PROBLEM DESCRIPTION ::
When a line of the entries contains "Cangkorah", please list that line.

** RAW DATA follows **

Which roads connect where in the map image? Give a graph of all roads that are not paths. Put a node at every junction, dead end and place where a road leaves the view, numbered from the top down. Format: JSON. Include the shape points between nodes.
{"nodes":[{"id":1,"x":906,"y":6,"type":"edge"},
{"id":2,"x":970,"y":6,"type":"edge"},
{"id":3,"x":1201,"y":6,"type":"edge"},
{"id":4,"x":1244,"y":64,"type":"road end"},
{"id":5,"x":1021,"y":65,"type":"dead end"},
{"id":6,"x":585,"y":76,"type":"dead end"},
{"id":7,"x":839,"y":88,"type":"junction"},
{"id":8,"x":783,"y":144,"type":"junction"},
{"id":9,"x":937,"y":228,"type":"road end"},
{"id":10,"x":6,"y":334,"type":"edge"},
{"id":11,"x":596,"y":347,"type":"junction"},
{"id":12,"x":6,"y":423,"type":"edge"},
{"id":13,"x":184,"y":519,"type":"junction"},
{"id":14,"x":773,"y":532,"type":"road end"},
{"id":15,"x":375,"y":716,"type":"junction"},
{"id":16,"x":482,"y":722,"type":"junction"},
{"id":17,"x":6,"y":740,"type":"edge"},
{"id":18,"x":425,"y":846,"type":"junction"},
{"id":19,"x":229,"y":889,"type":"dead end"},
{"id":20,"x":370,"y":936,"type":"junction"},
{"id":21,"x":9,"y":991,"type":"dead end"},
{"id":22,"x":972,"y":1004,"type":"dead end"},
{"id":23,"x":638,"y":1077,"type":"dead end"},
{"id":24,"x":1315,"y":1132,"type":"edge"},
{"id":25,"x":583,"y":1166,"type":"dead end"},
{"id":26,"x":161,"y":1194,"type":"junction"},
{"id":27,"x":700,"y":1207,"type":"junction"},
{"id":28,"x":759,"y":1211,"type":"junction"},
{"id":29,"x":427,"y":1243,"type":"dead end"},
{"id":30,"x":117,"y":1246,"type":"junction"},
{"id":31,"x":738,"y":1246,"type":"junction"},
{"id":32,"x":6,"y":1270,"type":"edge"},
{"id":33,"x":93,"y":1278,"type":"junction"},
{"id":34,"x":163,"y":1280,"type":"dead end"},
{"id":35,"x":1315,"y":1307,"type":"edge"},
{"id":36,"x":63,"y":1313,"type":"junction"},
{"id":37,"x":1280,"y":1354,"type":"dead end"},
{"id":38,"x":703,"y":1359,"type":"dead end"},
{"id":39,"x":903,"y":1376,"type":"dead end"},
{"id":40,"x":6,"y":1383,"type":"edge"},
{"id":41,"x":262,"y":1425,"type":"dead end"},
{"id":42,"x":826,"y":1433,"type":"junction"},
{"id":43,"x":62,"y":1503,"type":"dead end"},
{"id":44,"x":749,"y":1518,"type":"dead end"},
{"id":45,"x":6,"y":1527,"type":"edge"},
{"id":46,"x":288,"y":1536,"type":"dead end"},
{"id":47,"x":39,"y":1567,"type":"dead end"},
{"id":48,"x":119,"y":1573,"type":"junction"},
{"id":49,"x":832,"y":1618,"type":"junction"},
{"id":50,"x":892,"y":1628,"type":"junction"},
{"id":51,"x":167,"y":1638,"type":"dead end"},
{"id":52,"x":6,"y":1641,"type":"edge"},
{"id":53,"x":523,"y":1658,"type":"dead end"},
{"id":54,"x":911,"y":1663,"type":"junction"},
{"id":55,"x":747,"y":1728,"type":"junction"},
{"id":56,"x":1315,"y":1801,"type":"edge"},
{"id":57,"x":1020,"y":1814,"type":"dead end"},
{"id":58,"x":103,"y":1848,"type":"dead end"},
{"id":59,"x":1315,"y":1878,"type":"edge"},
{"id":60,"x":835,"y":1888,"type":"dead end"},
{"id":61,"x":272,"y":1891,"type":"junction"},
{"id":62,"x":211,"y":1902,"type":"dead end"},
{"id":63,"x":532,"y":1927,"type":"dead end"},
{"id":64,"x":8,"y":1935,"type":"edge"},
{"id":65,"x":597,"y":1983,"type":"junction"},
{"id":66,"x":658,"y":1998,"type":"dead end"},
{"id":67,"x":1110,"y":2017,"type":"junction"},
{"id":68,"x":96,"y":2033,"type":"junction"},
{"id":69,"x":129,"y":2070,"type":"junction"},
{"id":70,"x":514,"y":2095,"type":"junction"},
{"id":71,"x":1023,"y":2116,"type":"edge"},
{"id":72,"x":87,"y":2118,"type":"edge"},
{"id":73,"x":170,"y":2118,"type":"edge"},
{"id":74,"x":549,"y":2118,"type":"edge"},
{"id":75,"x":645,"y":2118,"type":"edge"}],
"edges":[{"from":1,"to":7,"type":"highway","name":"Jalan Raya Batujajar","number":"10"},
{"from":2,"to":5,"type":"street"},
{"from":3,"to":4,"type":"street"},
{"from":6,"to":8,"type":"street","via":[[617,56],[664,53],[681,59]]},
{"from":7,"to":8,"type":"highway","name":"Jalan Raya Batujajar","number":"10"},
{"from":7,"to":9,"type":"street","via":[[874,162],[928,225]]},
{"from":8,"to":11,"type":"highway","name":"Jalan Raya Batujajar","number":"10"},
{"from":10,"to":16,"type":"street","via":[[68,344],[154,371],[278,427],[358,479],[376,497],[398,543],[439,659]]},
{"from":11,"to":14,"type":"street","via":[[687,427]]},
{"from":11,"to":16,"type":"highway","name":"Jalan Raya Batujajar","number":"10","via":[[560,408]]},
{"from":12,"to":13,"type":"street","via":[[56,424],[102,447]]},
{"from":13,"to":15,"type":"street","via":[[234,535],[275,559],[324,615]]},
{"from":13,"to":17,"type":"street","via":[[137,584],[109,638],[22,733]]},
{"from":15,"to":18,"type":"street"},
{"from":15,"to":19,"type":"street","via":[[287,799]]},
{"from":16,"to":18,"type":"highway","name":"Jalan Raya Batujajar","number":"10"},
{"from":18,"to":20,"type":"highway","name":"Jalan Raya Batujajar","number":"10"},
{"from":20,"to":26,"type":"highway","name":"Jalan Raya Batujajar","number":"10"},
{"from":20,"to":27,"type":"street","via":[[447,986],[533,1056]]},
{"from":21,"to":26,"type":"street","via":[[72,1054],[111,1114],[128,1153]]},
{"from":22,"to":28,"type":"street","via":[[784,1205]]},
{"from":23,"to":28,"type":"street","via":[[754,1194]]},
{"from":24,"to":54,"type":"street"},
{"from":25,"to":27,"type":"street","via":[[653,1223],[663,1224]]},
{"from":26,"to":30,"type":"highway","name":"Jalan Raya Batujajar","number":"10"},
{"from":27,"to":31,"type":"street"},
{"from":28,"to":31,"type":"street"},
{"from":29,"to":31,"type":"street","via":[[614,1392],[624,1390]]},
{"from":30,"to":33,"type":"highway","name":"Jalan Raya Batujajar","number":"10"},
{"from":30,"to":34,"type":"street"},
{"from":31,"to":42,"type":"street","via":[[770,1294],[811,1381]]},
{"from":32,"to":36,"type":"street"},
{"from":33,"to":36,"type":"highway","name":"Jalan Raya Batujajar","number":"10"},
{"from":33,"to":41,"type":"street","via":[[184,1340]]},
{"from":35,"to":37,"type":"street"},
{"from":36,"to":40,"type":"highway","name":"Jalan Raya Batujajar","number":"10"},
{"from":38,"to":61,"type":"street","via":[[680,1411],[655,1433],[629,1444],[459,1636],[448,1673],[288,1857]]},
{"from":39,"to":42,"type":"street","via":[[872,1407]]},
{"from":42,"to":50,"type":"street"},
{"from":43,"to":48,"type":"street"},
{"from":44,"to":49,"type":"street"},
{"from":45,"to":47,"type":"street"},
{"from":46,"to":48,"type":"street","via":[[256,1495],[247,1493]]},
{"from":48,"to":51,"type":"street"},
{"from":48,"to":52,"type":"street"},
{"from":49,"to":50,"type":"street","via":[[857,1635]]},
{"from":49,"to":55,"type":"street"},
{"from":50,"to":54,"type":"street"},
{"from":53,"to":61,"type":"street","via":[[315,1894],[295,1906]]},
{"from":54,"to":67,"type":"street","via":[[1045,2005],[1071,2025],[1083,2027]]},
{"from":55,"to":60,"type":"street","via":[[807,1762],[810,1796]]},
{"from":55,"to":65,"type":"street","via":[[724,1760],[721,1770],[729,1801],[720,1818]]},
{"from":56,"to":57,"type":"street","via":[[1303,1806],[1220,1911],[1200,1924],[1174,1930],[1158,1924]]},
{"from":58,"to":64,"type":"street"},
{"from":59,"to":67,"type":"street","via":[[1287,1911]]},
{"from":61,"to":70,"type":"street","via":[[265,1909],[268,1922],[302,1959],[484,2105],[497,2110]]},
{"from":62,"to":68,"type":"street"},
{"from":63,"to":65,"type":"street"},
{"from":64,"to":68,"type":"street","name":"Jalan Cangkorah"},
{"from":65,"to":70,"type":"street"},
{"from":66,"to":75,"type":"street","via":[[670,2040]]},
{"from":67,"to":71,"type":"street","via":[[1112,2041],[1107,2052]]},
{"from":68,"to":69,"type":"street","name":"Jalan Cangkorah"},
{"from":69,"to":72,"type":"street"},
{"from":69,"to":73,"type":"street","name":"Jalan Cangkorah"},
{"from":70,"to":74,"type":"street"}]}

** End of RAW DATA **

REPLY ::
{"from":64,"to":68,"type":"street","name":"Jalan Cangkorah"},
{"from":68,"to":69,"type":"street","name":"Jalan Cangkorah"},
{"from":69,"to":73,"type":"street","name":"Jalan Cangkorah"},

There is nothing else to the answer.